Saved data entries
= = =
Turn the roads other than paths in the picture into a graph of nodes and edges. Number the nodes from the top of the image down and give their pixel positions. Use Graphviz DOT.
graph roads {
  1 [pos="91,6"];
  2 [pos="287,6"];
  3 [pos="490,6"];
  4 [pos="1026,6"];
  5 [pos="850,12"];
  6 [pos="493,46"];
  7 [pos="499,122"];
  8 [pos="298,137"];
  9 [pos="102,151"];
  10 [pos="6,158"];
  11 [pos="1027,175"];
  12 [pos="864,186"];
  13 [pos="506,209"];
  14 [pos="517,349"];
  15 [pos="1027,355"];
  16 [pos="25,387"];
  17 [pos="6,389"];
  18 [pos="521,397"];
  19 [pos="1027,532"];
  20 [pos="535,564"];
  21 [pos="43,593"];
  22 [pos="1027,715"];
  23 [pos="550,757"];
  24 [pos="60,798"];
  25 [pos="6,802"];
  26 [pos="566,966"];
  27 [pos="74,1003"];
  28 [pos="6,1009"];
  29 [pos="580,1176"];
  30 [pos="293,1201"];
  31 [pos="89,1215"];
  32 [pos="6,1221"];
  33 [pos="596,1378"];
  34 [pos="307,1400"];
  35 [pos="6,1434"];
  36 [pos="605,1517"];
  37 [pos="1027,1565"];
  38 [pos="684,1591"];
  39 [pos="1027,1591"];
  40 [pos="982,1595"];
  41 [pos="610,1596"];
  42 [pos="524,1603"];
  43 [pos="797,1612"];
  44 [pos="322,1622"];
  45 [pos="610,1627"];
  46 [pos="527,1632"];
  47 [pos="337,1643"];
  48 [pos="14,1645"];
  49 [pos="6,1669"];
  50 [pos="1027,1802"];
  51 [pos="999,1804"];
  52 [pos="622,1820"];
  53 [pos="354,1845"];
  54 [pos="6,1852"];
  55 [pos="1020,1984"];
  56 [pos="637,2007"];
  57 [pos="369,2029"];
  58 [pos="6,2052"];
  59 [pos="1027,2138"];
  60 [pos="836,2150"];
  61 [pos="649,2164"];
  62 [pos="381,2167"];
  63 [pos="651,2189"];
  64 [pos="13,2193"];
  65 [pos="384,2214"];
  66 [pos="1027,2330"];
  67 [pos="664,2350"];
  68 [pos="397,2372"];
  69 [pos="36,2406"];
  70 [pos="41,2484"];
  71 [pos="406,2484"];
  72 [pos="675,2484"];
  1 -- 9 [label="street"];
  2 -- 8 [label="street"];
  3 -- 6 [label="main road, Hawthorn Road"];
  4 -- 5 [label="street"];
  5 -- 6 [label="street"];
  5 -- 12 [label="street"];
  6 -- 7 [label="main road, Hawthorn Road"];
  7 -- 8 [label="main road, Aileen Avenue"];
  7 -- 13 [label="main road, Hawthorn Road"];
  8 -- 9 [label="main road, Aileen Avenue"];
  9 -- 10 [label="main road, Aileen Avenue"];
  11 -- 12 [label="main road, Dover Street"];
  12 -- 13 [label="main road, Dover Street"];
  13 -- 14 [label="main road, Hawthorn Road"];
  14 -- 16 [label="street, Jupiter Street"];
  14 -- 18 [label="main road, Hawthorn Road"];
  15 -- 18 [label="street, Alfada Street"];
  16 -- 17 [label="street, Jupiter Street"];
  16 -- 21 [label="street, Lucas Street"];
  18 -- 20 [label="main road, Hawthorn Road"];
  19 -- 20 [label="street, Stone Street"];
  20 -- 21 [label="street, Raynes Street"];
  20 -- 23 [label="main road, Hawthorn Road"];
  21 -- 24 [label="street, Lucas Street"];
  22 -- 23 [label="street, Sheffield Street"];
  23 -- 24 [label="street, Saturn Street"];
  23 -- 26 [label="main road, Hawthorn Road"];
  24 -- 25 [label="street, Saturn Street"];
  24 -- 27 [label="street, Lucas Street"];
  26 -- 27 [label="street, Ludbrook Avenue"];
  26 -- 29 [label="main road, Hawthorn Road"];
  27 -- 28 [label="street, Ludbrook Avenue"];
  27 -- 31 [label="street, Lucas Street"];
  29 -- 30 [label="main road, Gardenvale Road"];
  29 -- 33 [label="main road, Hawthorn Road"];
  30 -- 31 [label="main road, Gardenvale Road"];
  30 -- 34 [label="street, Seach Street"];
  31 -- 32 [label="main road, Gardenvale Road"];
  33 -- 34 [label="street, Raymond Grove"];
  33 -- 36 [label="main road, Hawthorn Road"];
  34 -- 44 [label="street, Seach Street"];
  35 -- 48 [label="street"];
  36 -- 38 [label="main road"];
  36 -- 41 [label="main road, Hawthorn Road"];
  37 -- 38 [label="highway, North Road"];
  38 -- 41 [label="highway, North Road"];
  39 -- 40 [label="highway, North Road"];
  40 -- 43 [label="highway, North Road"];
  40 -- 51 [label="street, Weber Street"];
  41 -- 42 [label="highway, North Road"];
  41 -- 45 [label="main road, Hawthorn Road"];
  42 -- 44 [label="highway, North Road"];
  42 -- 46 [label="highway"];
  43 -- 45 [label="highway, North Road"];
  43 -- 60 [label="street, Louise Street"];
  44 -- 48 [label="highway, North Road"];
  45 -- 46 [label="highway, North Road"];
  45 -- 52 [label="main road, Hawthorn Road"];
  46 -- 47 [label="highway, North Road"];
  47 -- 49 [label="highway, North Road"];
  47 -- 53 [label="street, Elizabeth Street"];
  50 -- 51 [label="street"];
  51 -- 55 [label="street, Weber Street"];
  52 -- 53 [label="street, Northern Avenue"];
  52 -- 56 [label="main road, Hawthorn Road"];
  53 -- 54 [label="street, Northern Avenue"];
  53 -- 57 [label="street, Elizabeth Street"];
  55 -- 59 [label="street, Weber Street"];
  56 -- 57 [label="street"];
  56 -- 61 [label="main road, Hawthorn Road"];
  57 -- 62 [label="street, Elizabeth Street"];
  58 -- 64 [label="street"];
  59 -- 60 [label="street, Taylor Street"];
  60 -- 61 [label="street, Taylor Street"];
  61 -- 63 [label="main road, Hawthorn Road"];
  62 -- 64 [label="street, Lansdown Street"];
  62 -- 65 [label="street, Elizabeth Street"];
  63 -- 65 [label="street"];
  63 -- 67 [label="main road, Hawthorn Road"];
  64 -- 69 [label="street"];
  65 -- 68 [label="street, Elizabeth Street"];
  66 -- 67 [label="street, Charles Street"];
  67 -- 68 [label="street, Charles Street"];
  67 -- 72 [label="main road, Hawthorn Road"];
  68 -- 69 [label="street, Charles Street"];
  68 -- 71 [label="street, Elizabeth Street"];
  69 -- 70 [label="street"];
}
= = =
§ **What you need to do**: Make a verbatim copy of every entry shown above.

§ **Task output**:
Turn the roads other than paths in the picture into a graph of nodes and edges. Number the nodes from the top of the image down and give their pixel positions. Use Graphviz DOT.
graph roads {
  1 [pos="91,6"];
  2 [pos="287,6"];
  3 [pos="490,6"];
  4 [pos="1026,6"];
  5 [pos="850,12"];
  6 [pos="493,46"];
  7 [pos="499,122"];
  8 [pos="298,137"];
  9 [pos="102,151"];
  10 [pos="6,158"];
  11 [pos="1027,175"];
  12 [pos="864,186"];
  13 [pos="506,209"];
  14 [pos="517,349"];
  15 [pos="1027,355"];
  16 [pos="25,387"];
  17 [pos="6,389"];
  18 [pos="521,397"];
  19 [pos="1027,532"];
  20 [pos="535,564"];
  21 [pos="43,593"];
  22 [pos="1027,715"];
  23 [pos="550,757"];
  24 [pos="60,798"];
  25 [pos="6,802"];
  26 [pos="566,966"];
  27 [pos="74,1003"];
  28 [pos="6,1009"];
  29 [pos="580,1176"];
  30 [pos="293,1201"];
  31 [pos="89,1215"];
  32 [pos="6,1221"];
  33 [pos="596,1378"];
  34 [pos="307,1400"];
  35 [pos="6,1434"];
  36 [pos="605,1517"];
  37 [pos="1027,1565"];
  38 [pos="684,1591"];
  39 [pos="1027,1591"];
  40 [pos="982,1595"];
  41 [pos="610,1596"];
  42 [pos="524,1603"];
  43 [pos="797,1612"];
  44 [pos="322,1622"];
  45 [pos="610,1627"];
  46 [pos="527,1632"];
  47 [pos="337,1643"];
  48 [pos="14,1645"];
  49 [pos="6,1669"];
  50 [pos="1027,1802"];
  51 [pos="999,1804"];
  52 [pos="622,1820"];
  53 [pos="354,1845"];
  54 [pos="6,1852"];
  55 [pos="1020,1984"];
  56 [pos="637,2007"];
  57 [pos="369,2029"];
  58 [pos="6,2052"];
  59 [pos="1027,2138"];
  60 [pos="836,2150"];
  61 [pos="649,2164"];
  62 [pos="381,2167"];
  63 [pos="651,2189"];
  64 [pos="13,2193"];
  65 [pos="384,2214"];
  66 [pos="1027,2330"];
  67 [pos="664,2350"];
  68 [pos="397,2372"];
  69 [pos="36,2406"];
  70 [pos="41,2484"];
  71 [pos="406,2484"];
  72 [pos="675,2484"];
  1 -- 9 [label="street"];
  2 -- 8 [label="street"];
  3 -- 6 [label="main road, Hawthorn Road"];
  4 -- 5 [label="street"];
  5 -- 6 [label="street"];
  5 -- 12 [label="street"];
  6 -- 7 [label="main road, Hawthorn Road"];
  7 -- 8 [label="main road, Aileen Avenue"];
  7 -- 13 [label="main road, Hawthorn Road"];
  8 -- 9 [label="main road, Aileen Avenue"];
  9 -- 10 [label="main road, Aileen Avenue"];
  11 -- 12 [label="main road, Dover Street"];
  12 -- 13 [label="main road, Dover Street"];
  13 -- 14 [label="main road, Hawthorn Road"];
  14 -- 16 [label="street, Jupiter Street"];
  14 -- 18 [label="main road, Hawthorn Road"];
  15 -- 18 [label="street, Alfada Street"];
  16 -- 17 [label="street, Jupiter Street"];
  16 -- 21 [label="street, Lucas Street"];
  18 -- 20 [label="main road, Hawthorn Road"];
  19 -- 20 [label="street, Stone Street"];
  20 -- 21 [label="street, Raynes Street"];
  20 -- 23 [label="main road, Hawthorn Road"];
  21 -- 24 [label="street, Lucas Street"];
  22 -- 23 [label="street, Sheffield Street"];
  23 -- 24 [label="street, Saturn Street"];
  23 -- 26 [label="main road, Hawthorn Road"];
  24 -- 25 [label="street, Saturn Street"];
  24 -- 27 [label="street, Lucas Street"];
  26 -- 27 [label="street, Ludbrook Avenue"];
  26 -- 29 [label="main road, Hawthorn Road"];
  27 -- 28 [label="street, Ludbrook Avenue"];
  27 -- 31 [label="street, Lucas Street"];
  29 -- 30 [label="main road, Gardenvale Road"];
  29 -- 33 [label="main road, Hawthorn Road"];
  30 -- 31 [label="main road, Gardenvale Road"];
  30 -- 34 [label="street, Seach Street"];
  31 -- 32 [label="main road, Gardenvale Road"];
  33 -- 34 [label="street, Raymond Grove"];
  33 -- 36 [label="main road, Hawthorn Road"];
  34 -- 44 [label="street, Seach Street"];
  35 -- 48 [label="street"];
  36 -- 38 [label="main road"];
  36 -- 41 [label="main road, Hawthorn Road"];
  37 -- 38 [label="highway, North Road"];
  38 -- 41 [label="highway, North Road"];
  39 -- 40 [label="highway, North Road"];
  40 -- 43 [label="highway, North Road"];
  40 -- 51 [label="street, Weber Street"];
  41 -- 42 [label="highway, North Road"];
  41 -- 45 [label="main road, Hawthorn Road"];
  42 -- 44 [label="highway, North Road"];
  42 -- 46 [label="highway"];
  43 -- 45 [label="highway, North Road"];
  43 -- 60 [label="street, Louise Street"];
  44 -- 48 [label="highway, North Road"];
  45 -- 46 [label="highway, North Road"];
  45 -- 52 [label="main road, Hawthorn Road"];
  46 -- 47 [label="highway, North Road"];
  47 -- 49 [label="highway, North Road"];
  47 -- 53 [label="street, Elizabeth Street"];
  50 -- 51 [label="street"];
  51 -- 55 [label="street, Weber Street"];
  52 -- 53 [label="street, Northern Avenue"];
  52 -- 56 [label="main road, Hawthorn Road"];
  53 -- 54 [label="street, Northern Avenue"];
  53 -- 57 [label="street, Elizabeth Street"];
  55 -- 59 [label="street, Weber Street"];
  56 -- 57 [label="street"];
  56 -- 61 [label="main road, Hawthorn Road"];
  57 -- 62 [label="street, Elizabeth Street"];
  58 -- 64 [label="street"];
  59 -- 60 [label="street, Taylor Street"];
  60 -- 61 [label="street, Taylor Street"];
  61 -- 63 [label="main road, Hawthorn Road"];
  62 -- 64 [label="street, Lansdown Street"];
  62 -- 65 [label="street, Elizabeth Street"];
  63 -- 65 [label="street"];
  63 -- 67 [label="main road, Hawthorn Road"];
  64 -- 69 [label="street"];
  65 -- 68 [label="street, Elizabeth Street"];
  66 -- 67 [label="street, Charles Street"];
  67 -- 68 [label="street, Charles Street"];
  67 -- 72 [label="main road, Hawthorn Road"];
  68 -- 69 [label="street, Charles Street"];
  68 -- 71 [label="street, Elizabeth Street"];
  69 -- 70 [label="street"];
}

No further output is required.